Files recorded with 32-bit float record sound where 0 dBFS of the 32-bit file lines up with 0 dBFS of the 24- or 16-bit file. Keep in mind that unlike the 24- or 16-bit files, the 32-bit file goes up to +770 dBFS. So compared to a 24-bit WAV file, the 32-bit float WAV file has 770 dB more headroom.
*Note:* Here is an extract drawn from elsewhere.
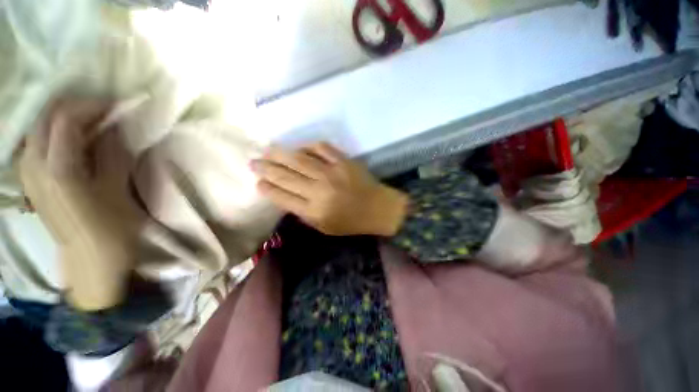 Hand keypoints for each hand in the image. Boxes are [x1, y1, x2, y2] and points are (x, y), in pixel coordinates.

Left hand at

What is 32-bit per channel floating-point? ›

Because of the nature of floating point type variables, 32bit float is roughly equal to 23-24 bits of precision per channel (16777216 values per channel in the 0-1 range), but with a much wider range (it can go far above 1), necessary for HDR/Scene-referred values. It is also known as 'single floating point'.

References

Top Articles
Hay Tedder For Sale Craigslist
Abby's Caribbean Cafe
These Walls Have Eyes Walkthrough - The Casting of Frank Stone Guide - IGN
Far-right activist Laura Loomer's access to Trump reveals a crisis in his campaign
RS3 Mining Training Guide - 1-99/120 | Gaming Elephant
Smoke Terminal Waterbury Photos
Void Client Vrchat
Seattle Clipper Vacations Ferry Terminal Amtrak
Cmx Cinemas Gift Card Balance
Barbershops near me in Jupiter
3rd Gen Acura TL Buyers’ Guide – Everything You Need to Know – Newparts.com
Netlearning Login Rwjbh
Ups Store Fax Cost
Leicht Perlig Biography
Indicafans
Do people over 65 pay federal income tax?
How to track your Amazon order on your phone or desktop
Heather Alicia Sims
Rhiel Funeral Durand
My Time Banner Health
11 Shows Your Mom Loved That You Should Probably Revisit
What is IXL and How Does it Work?
Gas Buddy Prices Near Me Zip Code
Mynorthwoodtech
Clay County Tax Collector Auto Middleburg Photos
636-730-9503
Car Stunt Games Unblocked
Bayada Bucks Catalog 2023
Lox Club Gift Code
Https Eresponse Tarrantcounty Com
Broncos vs. Seahawks: How to Watch NFL Week 1 Online Today
Nikki Porsche Girl Head
Riverry Studio
Horoscope Today: Astrological prediction September 9, 2024 for all zodiac signs
Wlox Jail Docket
Fuzz Bugs Factory Hop Halloween
Directions To Truist Bank Near Me
Lockstraps Net Worth
Owen Roeder Tim Dillon
Walmart Careers Com Online Application
DePaul joins nationwide pro-Palestinian college protests as encampment continues at University of Chicago
Barbarian Frenzy Build with the Horde of the Ninety Savages set (Patch 2.7.7 / Season 32)
Jacksonville Jaguars should be happy they won't see the old Deshaun Watson | Gene Frenette
Venti X Zhongli R34
Kronos.nyp
La Monja 2 Pelicula Completa Tokyvideo
Black Panther Pitbull Puppy For Sale
Cambridge Assessor Database
Builders Best Do It Center
David Knowles, journalist who helped make the Telegraph podcast Ukraine: The Latest a runaway success
Hurst Scott Funeral Home Obituaries Richlands Virginia
866-360-2863
Latest Posts
Article information

Author: Arline Emard IV

Last Updated:

Views: 6486

Rating: 4.1 / 5 (52 voted)

Reviews: 91% of readers found this page helpful

Author information

Name: Arline Emard IV

Birthday: 1996-07-10

Address: 8912 Hintz Shore, West Louie, AZ 69363-0747

Phone: +13454700762376

Job: Administration Technician

Hobby: Paintball, Horseback riding, Cycling, Running, Macrame, Playing musical instruments, Soapmaking

Introduction: My name is Arline Emard IV, I am a cheerful, gorgeous, colorful, joyous, excited, super, inquisitive person who loves writing and wants to share my knowledge and understanding with you.